** Opening Data records block **

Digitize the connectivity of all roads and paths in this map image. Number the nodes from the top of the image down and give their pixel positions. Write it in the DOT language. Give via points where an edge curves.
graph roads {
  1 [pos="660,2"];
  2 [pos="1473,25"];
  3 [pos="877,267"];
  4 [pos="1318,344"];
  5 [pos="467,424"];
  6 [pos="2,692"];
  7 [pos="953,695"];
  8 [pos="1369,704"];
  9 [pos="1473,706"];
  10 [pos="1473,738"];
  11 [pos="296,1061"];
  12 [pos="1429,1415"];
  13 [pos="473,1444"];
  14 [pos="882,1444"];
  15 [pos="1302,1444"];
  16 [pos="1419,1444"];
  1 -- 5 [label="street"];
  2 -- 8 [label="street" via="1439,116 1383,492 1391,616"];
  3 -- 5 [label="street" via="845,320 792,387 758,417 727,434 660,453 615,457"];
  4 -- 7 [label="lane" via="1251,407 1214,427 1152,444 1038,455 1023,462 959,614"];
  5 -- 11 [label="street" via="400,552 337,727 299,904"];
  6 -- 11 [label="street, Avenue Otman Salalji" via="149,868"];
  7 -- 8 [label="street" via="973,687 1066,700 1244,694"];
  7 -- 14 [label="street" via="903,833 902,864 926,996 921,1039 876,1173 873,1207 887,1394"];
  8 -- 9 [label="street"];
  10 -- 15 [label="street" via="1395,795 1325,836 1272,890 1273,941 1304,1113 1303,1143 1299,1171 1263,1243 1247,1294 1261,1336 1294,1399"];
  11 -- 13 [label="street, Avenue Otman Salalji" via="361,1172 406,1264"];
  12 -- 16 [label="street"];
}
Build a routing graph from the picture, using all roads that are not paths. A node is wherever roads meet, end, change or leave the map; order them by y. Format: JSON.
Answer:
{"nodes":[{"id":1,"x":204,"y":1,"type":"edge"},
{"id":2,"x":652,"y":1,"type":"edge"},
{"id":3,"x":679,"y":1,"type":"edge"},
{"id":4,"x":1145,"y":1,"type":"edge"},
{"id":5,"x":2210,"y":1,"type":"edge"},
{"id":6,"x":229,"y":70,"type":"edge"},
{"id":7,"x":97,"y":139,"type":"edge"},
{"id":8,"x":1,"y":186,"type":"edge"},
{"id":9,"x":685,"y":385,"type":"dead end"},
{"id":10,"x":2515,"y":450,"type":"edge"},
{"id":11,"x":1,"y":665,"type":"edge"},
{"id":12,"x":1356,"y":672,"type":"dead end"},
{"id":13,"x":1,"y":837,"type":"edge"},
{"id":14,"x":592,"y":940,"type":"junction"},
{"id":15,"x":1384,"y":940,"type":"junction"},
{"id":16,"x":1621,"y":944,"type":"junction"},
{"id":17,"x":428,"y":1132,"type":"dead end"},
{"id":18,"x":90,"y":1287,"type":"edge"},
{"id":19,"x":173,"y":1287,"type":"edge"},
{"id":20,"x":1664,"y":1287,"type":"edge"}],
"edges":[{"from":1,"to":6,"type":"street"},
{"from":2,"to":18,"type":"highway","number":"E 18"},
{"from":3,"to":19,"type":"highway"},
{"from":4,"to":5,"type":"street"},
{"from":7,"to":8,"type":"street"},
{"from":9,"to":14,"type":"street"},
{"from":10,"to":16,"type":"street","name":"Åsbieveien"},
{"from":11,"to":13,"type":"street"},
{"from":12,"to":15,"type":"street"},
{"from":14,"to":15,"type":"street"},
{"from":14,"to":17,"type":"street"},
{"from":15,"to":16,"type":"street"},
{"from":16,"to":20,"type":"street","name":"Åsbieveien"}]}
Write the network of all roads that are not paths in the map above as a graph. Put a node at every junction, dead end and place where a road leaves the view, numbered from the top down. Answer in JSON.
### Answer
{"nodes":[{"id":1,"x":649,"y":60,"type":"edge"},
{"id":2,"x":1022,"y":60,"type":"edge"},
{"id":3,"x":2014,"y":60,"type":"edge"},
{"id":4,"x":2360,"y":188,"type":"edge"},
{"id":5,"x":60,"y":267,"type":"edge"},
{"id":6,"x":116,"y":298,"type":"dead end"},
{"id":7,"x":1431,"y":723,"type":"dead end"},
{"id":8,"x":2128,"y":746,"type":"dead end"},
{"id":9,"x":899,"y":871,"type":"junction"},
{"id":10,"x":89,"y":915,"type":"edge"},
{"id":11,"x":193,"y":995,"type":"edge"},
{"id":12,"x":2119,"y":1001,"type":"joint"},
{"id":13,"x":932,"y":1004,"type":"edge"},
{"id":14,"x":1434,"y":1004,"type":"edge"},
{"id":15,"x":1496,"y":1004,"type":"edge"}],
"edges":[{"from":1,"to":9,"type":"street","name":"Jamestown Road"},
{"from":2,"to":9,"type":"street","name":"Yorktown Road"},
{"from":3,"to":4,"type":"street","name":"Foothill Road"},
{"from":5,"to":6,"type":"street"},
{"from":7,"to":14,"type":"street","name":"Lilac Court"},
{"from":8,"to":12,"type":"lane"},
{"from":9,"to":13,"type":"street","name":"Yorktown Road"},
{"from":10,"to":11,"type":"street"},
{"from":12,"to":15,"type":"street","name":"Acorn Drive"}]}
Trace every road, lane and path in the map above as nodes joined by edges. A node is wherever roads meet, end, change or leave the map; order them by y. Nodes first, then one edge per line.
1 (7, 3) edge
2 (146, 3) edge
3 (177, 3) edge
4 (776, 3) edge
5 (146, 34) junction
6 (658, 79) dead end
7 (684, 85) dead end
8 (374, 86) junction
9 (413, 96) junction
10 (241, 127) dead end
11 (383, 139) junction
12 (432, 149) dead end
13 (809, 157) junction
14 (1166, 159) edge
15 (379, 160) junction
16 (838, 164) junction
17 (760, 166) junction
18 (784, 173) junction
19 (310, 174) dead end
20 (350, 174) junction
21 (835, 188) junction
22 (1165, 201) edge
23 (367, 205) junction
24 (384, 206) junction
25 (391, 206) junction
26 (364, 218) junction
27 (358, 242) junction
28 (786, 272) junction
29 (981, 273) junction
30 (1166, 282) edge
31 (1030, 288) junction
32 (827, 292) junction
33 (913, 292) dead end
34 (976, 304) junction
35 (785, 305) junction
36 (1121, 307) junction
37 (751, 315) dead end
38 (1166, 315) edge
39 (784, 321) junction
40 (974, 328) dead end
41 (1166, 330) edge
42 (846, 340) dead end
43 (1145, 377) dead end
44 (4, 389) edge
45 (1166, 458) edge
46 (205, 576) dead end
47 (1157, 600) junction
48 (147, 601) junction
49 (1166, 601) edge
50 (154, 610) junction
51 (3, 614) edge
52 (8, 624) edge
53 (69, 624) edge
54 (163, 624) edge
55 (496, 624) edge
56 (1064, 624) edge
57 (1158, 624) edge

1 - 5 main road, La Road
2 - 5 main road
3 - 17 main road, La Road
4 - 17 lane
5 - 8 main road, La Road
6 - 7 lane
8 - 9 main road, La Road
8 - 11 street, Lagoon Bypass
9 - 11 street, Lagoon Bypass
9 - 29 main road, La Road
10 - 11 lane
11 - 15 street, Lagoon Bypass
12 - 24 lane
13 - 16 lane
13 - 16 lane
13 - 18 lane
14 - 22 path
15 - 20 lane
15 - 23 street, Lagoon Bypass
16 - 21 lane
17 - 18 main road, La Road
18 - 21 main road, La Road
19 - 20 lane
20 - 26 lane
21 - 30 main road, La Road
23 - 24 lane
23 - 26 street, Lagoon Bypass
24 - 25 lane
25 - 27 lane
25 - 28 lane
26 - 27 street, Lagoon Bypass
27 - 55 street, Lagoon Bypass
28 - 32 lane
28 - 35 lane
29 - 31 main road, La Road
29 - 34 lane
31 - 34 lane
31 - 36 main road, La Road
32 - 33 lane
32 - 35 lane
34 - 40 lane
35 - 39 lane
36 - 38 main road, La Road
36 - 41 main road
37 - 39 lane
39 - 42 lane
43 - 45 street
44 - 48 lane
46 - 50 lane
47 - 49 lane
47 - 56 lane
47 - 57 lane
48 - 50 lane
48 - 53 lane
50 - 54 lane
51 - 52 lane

** Closing Data records block **

Exercise — From the first line of the data above through the line containing "Build a routing", repeat each line exactly, and add nothing.

Answer section —
Digitize the connectivity of all roads and paths in this map image. Number the nodes from the top of the image down and give their pixel positions. Write it in the DOT language. Give via points where an edge curves.
graph roads {
  1 [pos="660,2"];
  2 [pos="1473,25"];
  3 [pos="877,267"];
  4 [pos="1318,344"];
  5 [pos="467,424"];
  6 [pos="2,692"];
  7 [pos="953,695"];
  8 [pos="1369,704"];
  9 [pos="1473,706"];
  10 [pos="1473,738"];
  11 [pos="296,1061"];
  12 [pos="1429,1415"];
  13 [pos="473,1444"];
  14 [pos="882,1444"];
  15 [pos="1302,1444"];
  16 [pos="1419,1444"];
  1 -- 5 [label="street"];
  2 -- 8 [label="street" via="1439,116 1383,492 1391,616"];
  3 -- 5 [label="street" via="845,320 792,387 758,417 727,434 660,453 615,457"];
  4 -- 7 [label="lane" via="1251,407 1214,427 1152,444 1038,455 1023,462 959,614"];
  5 -- 11 [label="street" via="400,552 337,727 299,904"];
  6 -- 11 [label="street, Avenue Otman Salalji" via="149,868"];
  7 -- 8 [label="street" via="973,687 1066,700 1244,694"];
  7 -- 14 [label="street" via="903,833 902,864 926,996 921,1039 876,1173 873,1207 887,1394"];
  8 -- 9 [label="street"];
  10 -- 15 [label="street" via="1395,795 1325,836 1272,890 1273,941 1304,1113 1303,1143 1299,1171 1263,1243 1247,1294 1261,1336 1294,1399"];
  11 -- 13 [label="street, Avenue Otman Salalji" via="361,1172 406,1264"];
  12 -- 16 [label="street"];
}
Build a routing graph from the picture, using all roads that are not paths. A node is wherever roads meet, end, change or leave the map; order them by y. Format: JSON.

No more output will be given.